Quello che vuole dimostrare un progetto come il “Tavolo Studenti” è che non esiste età, o che questa comunque non è un limite per nessuno. Gli unici limiti alle nostre idee sono la voglia e l’ignoranza. La voglia, perché per passare dal pensiero alla pratica bisogna faticare e perché per ottenere una cosa bella, spesso bisogna fare anche cose noiose e stancanti. L’ignoranza perché provoca paura e fornisce facili scuse: “non si può fare”, “non ci daranno il permesso”, “costa troppo”…

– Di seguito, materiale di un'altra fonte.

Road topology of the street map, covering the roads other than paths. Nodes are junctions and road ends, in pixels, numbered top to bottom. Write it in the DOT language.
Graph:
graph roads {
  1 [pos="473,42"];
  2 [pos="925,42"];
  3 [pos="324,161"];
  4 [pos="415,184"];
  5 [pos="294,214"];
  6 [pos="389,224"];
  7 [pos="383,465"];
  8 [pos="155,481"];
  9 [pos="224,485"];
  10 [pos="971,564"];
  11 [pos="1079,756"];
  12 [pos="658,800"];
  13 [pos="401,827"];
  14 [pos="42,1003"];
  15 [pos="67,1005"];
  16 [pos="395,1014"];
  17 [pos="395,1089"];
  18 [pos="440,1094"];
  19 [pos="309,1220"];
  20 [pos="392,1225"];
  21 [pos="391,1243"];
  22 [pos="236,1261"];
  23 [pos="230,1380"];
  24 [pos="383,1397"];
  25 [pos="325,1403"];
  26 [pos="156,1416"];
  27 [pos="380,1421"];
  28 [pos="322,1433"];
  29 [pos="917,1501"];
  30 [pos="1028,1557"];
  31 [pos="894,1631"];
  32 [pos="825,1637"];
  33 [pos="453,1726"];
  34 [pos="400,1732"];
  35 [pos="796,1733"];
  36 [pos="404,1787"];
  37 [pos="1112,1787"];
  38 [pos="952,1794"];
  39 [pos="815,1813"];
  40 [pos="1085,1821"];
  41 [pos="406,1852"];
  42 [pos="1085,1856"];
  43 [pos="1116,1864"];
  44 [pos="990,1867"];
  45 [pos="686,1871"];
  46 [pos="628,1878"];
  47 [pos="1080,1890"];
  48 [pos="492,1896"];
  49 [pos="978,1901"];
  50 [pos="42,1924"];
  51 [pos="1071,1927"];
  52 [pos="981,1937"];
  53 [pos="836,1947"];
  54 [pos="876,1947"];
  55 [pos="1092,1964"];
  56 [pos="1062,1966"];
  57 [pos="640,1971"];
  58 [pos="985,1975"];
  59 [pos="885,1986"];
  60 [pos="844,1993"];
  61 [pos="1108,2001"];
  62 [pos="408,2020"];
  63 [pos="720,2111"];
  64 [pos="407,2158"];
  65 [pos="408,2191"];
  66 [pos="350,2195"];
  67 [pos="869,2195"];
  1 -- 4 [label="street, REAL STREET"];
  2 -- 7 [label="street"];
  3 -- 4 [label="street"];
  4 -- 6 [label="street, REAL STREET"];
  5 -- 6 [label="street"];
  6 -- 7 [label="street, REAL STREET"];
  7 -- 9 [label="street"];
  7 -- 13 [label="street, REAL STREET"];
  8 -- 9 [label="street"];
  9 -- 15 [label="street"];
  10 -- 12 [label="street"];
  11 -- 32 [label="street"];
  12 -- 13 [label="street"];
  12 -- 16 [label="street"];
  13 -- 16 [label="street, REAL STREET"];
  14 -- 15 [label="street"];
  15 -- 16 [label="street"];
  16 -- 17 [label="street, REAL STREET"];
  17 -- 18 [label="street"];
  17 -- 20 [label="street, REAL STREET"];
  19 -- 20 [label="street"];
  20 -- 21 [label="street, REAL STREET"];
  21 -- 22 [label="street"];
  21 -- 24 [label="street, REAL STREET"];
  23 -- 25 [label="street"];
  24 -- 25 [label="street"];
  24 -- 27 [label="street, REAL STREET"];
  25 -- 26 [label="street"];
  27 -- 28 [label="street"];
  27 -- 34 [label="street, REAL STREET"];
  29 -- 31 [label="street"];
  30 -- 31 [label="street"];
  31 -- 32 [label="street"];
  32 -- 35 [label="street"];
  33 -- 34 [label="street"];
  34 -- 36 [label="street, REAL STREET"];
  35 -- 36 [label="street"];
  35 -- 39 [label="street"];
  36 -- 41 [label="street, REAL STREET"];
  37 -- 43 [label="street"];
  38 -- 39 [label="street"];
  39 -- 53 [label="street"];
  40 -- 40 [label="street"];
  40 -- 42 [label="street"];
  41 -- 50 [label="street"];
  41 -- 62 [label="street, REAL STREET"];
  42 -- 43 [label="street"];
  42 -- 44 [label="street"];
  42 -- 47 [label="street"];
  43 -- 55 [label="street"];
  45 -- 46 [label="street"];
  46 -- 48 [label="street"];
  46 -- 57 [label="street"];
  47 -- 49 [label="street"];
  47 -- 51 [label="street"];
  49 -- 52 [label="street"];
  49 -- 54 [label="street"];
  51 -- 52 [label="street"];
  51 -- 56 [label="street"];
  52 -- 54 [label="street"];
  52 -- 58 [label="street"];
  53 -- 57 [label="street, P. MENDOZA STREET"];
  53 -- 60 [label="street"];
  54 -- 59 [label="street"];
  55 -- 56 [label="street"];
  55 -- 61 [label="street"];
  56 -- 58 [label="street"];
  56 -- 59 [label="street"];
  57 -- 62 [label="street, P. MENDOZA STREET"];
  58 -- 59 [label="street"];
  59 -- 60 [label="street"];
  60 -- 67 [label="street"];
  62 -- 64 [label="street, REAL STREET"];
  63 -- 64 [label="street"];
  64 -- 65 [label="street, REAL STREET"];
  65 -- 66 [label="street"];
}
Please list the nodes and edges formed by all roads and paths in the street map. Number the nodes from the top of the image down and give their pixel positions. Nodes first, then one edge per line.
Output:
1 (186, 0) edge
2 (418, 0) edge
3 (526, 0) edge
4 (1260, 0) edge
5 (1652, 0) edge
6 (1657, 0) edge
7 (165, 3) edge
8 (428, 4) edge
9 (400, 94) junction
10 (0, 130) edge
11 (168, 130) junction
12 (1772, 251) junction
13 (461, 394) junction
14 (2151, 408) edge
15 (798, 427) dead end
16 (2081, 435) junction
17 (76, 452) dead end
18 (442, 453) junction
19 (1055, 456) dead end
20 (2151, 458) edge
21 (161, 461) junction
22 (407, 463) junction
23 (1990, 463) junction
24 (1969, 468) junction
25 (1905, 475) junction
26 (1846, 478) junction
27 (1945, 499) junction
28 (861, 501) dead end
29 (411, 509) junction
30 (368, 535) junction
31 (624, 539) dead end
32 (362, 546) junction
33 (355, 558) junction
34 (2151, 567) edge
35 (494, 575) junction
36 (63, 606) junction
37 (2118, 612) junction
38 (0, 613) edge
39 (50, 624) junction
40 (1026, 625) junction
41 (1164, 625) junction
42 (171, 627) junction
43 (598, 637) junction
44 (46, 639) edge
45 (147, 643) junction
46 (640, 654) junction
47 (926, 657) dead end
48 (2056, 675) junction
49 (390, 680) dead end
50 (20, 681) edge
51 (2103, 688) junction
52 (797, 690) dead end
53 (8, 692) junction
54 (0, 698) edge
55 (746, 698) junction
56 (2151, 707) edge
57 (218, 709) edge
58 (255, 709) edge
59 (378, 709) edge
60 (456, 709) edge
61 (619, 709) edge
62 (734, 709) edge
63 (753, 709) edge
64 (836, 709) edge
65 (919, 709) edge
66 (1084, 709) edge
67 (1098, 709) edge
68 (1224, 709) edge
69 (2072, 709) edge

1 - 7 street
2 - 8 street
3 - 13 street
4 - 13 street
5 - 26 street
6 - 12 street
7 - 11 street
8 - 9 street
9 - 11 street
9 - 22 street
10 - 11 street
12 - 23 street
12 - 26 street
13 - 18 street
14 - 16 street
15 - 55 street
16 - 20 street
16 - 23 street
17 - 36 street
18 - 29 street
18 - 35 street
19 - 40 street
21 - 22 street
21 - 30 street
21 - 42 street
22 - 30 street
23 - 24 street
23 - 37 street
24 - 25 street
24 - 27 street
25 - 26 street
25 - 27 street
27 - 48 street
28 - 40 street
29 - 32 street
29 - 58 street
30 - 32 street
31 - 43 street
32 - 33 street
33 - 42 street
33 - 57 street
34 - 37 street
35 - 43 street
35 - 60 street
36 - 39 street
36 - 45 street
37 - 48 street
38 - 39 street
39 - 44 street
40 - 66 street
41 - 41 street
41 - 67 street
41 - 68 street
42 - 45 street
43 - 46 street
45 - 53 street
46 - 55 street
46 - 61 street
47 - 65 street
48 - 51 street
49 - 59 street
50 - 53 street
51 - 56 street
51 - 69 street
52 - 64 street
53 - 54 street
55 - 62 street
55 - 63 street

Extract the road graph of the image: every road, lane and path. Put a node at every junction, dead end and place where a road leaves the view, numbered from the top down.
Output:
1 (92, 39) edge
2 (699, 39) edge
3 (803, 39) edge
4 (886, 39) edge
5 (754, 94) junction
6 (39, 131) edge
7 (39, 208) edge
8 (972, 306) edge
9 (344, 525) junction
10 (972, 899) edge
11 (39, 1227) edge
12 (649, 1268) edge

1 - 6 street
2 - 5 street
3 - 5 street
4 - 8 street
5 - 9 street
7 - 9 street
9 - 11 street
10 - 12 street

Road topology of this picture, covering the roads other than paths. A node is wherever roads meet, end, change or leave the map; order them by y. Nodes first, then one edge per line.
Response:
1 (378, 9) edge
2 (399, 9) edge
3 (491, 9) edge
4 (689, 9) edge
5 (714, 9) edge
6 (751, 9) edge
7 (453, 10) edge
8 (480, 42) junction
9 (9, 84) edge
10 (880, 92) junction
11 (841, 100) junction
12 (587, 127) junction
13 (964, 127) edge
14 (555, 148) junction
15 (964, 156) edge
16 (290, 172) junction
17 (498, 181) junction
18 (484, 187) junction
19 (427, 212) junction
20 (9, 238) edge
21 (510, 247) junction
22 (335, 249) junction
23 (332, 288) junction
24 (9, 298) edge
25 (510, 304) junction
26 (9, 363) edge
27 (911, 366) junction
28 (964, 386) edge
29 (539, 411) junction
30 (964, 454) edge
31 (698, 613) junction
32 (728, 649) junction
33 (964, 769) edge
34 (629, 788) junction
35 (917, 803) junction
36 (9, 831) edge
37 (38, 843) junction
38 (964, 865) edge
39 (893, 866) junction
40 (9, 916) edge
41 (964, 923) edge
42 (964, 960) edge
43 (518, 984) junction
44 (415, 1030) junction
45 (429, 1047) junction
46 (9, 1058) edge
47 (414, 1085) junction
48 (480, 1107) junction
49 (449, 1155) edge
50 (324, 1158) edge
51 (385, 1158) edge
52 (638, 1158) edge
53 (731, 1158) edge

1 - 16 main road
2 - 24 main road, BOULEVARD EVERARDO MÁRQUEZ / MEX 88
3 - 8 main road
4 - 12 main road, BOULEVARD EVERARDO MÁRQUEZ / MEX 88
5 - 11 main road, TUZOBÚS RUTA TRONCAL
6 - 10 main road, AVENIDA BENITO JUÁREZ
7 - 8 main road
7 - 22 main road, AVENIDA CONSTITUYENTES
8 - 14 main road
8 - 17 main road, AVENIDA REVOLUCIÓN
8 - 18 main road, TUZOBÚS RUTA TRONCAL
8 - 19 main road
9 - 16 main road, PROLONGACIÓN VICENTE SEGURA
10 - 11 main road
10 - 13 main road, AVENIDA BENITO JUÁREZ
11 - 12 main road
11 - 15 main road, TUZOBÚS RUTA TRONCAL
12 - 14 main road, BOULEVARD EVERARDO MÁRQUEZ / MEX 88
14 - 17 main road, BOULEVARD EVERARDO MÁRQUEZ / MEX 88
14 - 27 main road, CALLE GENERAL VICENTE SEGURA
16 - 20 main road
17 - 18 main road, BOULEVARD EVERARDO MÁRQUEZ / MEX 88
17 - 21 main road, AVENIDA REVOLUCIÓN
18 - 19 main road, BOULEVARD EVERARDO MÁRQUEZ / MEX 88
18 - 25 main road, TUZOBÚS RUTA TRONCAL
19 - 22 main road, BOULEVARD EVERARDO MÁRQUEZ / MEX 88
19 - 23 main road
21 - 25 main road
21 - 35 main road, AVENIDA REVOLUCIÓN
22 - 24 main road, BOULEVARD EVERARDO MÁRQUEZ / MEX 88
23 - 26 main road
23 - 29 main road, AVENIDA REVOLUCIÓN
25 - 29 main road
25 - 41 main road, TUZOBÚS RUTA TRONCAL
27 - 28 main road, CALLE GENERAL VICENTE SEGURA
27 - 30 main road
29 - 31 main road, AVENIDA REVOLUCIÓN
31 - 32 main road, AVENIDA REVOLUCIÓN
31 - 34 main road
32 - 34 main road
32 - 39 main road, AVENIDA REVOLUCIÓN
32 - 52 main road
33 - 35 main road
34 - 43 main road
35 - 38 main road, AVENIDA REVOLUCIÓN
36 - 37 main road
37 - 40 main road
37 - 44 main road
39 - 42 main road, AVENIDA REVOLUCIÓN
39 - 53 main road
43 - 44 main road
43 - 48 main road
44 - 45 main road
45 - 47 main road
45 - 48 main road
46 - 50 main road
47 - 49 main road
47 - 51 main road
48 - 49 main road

Tutto questo si può risolvere, dando così alla città generazioni (o almeno alcuni elementi di esse) più consapevoli e attive, e quindi tutto ciò che queste sapranno creare di nuovo. La scuola e il Tavolo Studenti non sono gli unici percorsi attraverso cui una persona si può attivare, ma sono gli unici in cui farlo così “presto”. Troppo spesso si arriva tardi a capire che per realizzare un’idea avuta anni prima, bastava poco. Ci si arriva quando si è troppo grandi, con troppi impegni e si finisce per rinunciare. L’età della scuola è invece un periodo perfetto, pressato solo da impegni che scegliamo di prendere e dallo studio, e per questo può essere molto più proficuo se ben strutturato, se liberato dall’ignoranza del “non si può fare” e dalla pigrizia frutto dell’inattività costante.

Per questo esiste il Tavolo Studenti e per questo è importante per la città e per quegli studenti che aderiscono a questa filosofia, che è qualcosa di molto più potente del semplice incontro mensile che facciamo con i rappresentanti, qualcosa che merita di essere diffuso.

Ecco un impegno per il futuro che ognuno dovrebbe prendersi, portare uno studente in più, attivarlo per realizzare un nostro progetto o per portarne uno nuovo, tutto suo, che possa diventare di tutti.